WORK REQUIRED: Your copy should match the listing below exactly, except that it holds no images.

EXERCISE INPUT:
*****

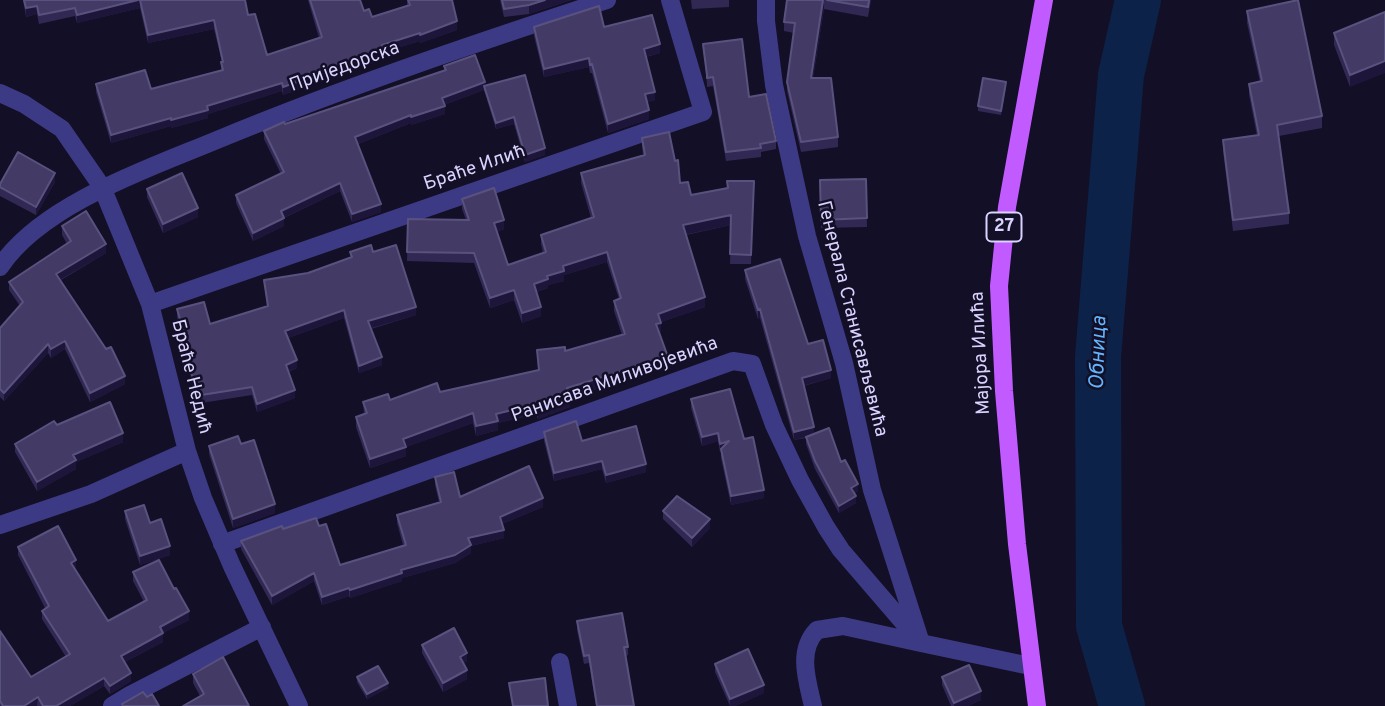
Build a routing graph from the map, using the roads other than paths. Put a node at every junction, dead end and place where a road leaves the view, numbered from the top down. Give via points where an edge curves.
1 (607, 0) edge
2 (670, 0) edge
3 (766, 0) edge
4 (1044, 0) edge
5 (0, 93) edge
6 (102, 187) junction
7 (0, 267) edge
8 (150, 304) junction
9 (187, 451) junction
10 (0, 524) edge
11 (222, 544) junction
12 (262, 627) junction
13 (921, 643) junction
14 (560, 662) dead end
15 (1030, 666) junction
16 (112, 706) edge
17 (299, 706) edge
18 (568, 706) edge
19 (813, 706) edge
20 (1037, 706) edge

1 - 6 street, Приједорска via 462,47
2 - 8 street, Браће Илић via 704,112
3 - 13 street, Генерала Станисављевића via 774,85 807,236 844,363 873,490
4 - 15 main road, Мајора Илића / 27 via 1007,207 999,286 1005,404
5 - 6 street, Браће Недић via 62,130
6 - 7 street, Приједорска via 20,243
6 - 8 street, Браће Недић
8 - 9 street, Браће Недић
9 - 10 street via 91,494
9 - 11 street, Браће Недић
11 - 12 street, Браће Недић
11 - 13 street, Ранисава Миливојевића via 743,361 752,364 795,469 841,550
12 - 16 street
12 - 17 street, Браће Недић
13 - 15 street
13 - 19 street via 843,626 817,629 804,656
14 - 18 street
15 - 20 main road, Мајора Илића / 27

*****

PROBLEM SOLUTION:
Build a routing graph from the map, using the roads other than paths. Put a node at every junction, dead end and place where a road leaves the view, numbered from the top down. Give via points where an edge curves.
1 (607, 0) edge
2 (670, 0) edge
3 (766, 0) edge
4 (1044, 0) edge
5 (0, 93) edge
6 (102, 187) junction
7 (0, 267) edge
8 (150, 304) junction
9 (187, 451) junction
10 (0, 524) edge
11 (222, 544) junction
12 (262, 627) junction
13 (921, 643) junction
14 (560, 662) dead end
15 (1030, 666) junction
16 (112, 706) edge
17 (299, 706) edge
18 (568, 706) edge
19 (813, 706) edge
20 (1037, 706) edge

1 - 6 street, Приједорска via 462,47
2 - 8 street, Браће Илић via 704,112
3 - 13 street, Генерала Станисављевића via 774,85 807,236 844,363 873,490
4 - 15 main road, Мајора Илића / 27 via 1007,207 999,286 1005,404
5 - 6 street, Браће Недић via 62,130
6 - 7 street, Приједорска via 20,243
6 - 8 street, Браће Недић
8 - 9 street, Браће Недић
9 - 10 street via 91,494
9 - 11 street, Браће Недић
11 - 12 street, Браће Недић
11 - 13 street, Ранисава Миливојевића via 743,361 752,364 795,469 841,550
12 - 16 street
12 - 17 street, Браће Недић
13 - 15 street
13 - 19 street via 843,626 817,629 804,656
14 - 18 street
15 - 20 main road, Мајора Илића / 27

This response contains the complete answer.